Suppose I want to have highly available Kafka on production on small deployment. I have to use following configs
min.insync.replicas=2 // Don't want to lose messages in case of 1 broker crash
default.replication.factor=3 // Will let producer write in case of 1 replica disappear with broker crash
Will Kafka start making new replica in case of 1 broker crash and 1 replica gone with it?
Do we have to have at least default.replication.factor number of brokers under any conditions to keep working?
Well, you can have replication.factor same as
min.insync.replicas. But there may be some challenges.As we know that during a broker outage, all partition replicas present on that broker become unavailable. That time availability of affected partitions is determined by the existence and status of their other replicas.
If a partition has no additional replica, the partition becomes totally unavailable. But if a partition has additional replicas that are in-sync, one of these in-sync replicas will become the interim partition leader. If the partition has addition replicas but none are in-sync, we have a choice to make: either we choose to wait for the partition leader to come back online–sacrificing availability — or allow an out-of-sync replica to become the interim partition leader–sacrificing consistency.

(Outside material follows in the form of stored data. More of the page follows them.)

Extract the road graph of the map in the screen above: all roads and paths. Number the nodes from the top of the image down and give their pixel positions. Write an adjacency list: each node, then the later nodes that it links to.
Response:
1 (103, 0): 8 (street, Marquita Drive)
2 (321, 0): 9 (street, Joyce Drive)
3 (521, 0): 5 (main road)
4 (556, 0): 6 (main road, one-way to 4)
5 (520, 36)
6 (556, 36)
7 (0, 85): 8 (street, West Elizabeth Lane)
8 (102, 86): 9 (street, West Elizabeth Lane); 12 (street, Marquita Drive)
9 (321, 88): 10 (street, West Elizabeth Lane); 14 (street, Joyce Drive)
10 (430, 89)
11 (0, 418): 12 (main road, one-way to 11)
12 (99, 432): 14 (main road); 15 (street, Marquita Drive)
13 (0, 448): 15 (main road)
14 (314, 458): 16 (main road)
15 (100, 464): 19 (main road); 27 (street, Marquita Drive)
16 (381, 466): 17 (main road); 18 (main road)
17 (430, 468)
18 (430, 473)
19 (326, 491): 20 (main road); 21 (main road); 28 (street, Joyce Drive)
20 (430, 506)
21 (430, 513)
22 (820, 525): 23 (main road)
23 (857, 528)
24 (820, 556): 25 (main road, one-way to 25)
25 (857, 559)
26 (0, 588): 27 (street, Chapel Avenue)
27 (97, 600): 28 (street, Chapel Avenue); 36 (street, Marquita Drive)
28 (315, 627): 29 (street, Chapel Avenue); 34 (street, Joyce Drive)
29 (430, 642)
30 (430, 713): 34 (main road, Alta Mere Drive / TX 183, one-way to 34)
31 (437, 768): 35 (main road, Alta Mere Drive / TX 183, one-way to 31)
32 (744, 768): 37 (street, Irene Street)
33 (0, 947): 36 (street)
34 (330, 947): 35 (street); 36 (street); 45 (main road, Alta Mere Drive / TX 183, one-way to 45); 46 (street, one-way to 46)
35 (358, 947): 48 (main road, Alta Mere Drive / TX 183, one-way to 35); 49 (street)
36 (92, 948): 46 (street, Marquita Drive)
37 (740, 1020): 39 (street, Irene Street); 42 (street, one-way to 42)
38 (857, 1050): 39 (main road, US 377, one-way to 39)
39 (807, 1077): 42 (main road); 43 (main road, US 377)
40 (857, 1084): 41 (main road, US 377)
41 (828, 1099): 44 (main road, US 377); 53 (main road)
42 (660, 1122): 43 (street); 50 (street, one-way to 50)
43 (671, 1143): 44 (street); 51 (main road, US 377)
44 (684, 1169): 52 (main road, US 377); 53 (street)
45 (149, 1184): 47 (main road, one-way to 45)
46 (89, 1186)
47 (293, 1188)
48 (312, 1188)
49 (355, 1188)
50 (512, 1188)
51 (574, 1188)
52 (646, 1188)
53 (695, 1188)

So in that case, it becomes for any partition to have an extra in-sync replica available to survive the loss of the partition leader. That implies, that min.insync.replicas should be set to atleast 2.
In order to have a minimum ISR size of 2, replication-factor must be at least 2 as well. However if there are only 2 replicas and one broker is unavailable, ISR size will decrease to 1 below minimum. Hence, it is better to have replication-factor greater than the minimum ISR size (at least 3).